I rabidly trash-talked it for years, because it was overrepresented at the 1996 Oscars, notably undeservedly taking the best picture award from the more worthy Pulp Fiction.

There was a lot of talk at the time of Gump being a “moral” film, while Pulp Fiction was “amoral.” Utter bullshit After getting a lot of distance from that, I can concede that the movie wasn’t the total steaming pile that I thought it was - it certainly has its merits. Some real technical triumphs, particularly.

It still fairly reeks of saccharine, though - and its philosophy is contrived to appeal to the sort of people who find the self-help aisle at Chapters to be full of profundity.

Joe Bob Briggs can speak for me on this one

http://www.angelfire.com/mn/nn/ForrestGump.html

Well, I would rather eat at Jack Rabbit Slim’s than Bubba Gump Shrimp Co. But I’ve got nothing against the movie.

And here we have, once again, someone who watched the movie with apparently both eyes on their popcorn:

I can’t believe a person with an IQ higher than Gump himself could watch the movie and come away with this message.

Let me ask a straightforward question; how is Forrest Gump HAPPY? His life isn’t a happy one at all… Jesus, how can you pay attention to the movie and come away with the idea he’s happy, much LESS happy because he’s slow? The love of his life is a flake who breaks his heart repeatedly. When he finally wins her heart, she dies, a loss he finds almost impossible to bear, but he has to soldier on because he’s now responsible for his son. His best friend dies in his arms. He has few other friends, really, except an irascible jerk. He finds it difficult to understand his purpose in the world, his place, and it clearly troubles him. When we leave Forrest, he’s not happy of dancing in victory; he is simply sitting, having just sent his son to school, living an ordinary life.

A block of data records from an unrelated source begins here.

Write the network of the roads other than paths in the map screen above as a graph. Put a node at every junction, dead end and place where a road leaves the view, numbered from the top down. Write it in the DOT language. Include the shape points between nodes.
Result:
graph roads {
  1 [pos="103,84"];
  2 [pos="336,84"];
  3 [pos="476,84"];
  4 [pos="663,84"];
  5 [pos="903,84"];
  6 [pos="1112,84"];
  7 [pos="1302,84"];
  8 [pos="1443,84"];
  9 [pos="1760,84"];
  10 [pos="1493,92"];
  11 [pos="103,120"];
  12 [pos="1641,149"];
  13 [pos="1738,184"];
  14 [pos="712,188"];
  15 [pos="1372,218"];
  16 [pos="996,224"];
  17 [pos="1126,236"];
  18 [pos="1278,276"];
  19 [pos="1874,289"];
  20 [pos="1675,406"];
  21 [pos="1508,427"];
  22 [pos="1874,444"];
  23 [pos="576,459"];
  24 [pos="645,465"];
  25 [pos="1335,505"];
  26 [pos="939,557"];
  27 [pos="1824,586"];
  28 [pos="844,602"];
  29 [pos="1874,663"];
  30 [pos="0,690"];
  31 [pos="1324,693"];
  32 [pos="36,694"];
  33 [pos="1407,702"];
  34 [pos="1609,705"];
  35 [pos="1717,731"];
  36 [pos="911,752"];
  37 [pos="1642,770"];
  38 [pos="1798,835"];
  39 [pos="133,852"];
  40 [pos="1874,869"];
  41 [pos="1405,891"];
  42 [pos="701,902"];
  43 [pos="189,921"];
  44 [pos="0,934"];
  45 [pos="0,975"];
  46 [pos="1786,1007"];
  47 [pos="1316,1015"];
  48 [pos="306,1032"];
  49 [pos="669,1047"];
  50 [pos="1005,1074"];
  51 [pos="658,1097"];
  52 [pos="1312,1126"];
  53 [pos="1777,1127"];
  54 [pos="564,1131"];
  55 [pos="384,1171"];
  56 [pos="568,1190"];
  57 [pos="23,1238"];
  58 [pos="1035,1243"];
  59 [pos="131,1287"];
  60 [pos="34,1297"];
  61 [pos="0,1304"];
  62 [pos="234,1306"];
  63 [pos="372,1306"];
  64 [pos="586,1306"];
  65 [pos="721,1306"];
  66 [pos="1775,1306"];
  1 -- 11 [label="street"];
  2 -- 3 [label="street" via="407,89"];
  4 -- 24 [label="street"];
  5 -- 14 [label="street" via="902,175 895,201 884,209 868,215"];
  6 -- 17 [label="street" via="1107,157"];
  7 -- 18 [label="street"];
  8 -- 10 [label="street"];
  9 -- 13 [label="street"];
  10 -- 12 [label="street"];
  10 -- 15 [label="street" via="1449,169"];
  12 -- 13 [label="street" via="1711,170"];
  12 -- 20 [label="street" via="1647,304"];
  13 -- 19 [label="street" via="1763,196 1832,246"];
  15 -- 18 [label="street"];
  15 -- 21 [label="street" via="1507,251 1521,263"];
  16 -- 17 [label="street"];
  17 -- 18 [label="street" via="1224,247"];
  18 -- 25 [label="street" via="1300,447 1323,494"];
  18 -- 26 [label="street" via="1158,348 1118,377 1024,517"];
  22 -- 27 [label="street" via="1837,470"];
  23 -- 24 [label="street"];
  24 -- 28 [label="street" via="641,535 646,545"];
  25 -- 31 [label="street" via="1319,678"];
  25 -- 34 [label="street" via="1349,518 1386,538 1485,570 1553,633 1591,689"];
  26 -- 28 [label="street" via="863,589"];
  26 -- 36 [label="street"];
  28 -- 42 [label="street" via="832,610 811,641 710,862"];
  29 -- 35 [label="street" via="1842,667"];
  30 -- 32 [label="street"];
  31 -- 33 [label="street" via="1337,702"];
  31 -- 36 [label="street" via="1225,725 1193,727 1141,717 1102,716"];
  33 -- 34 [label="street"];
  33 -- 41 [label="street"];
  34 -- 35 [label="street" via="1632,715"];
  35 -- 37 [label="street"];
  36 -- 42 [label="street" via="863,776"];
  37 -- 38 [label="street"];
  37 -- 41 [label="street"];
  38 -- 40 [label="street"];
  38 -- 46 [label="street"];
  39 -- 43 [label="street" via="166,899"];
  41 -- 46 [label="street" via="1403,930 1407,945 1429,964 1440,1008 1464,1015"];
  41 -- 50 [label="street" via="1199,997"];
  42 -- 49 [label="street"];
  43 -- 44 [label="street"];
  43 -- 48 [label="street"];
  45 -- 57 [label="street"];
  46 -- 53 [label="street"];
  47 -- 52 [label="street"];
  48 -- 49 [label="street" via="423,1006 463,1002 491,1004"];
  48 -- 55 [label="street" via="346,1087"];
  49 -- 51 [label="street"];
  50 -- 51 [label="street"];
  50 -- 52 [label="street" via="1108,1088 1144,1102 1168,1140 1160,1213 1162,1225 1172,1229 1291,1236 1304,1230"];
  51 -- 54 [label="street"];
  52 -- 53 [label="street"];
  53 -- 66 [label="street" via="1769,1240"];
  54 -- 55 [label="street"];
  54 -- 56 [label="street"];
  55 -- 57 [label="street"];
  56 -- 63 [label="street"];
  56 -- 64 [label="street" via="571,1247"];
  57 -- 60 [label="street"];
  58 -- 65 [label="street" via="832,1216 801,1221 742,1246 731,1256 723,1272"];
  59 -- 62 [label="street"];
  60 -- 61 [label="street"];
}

Forrest Gump is, of course, wildly successful in some ways, especially in finance, but it doesn’t bring him happiness. For all the money that’s pouring in from his seafood empire and investments, what he really wants is to have his wife back, and believe me, I know - I lost mine to her own idiocy rather than death, but I can tell you that when Forrest cries over his wife’s grave, he’d give every penny back he had to get her back.

The story of Forrest (and Jenny, and Dan, and Bubba, and Mrs. Gump) is nothing more than an allegory for the story of America post-WWII. The generation before the war provides moral support but is gone. The other characters symbolize America’s strengths - Forrest is honestly, virtue and hard work; Dan is honor and bravery and sacrifice; Jenny is adventure and risk. There’s no good or bad there, there’s just what America is, and how those things come together and sometimes work and sometimes don’t.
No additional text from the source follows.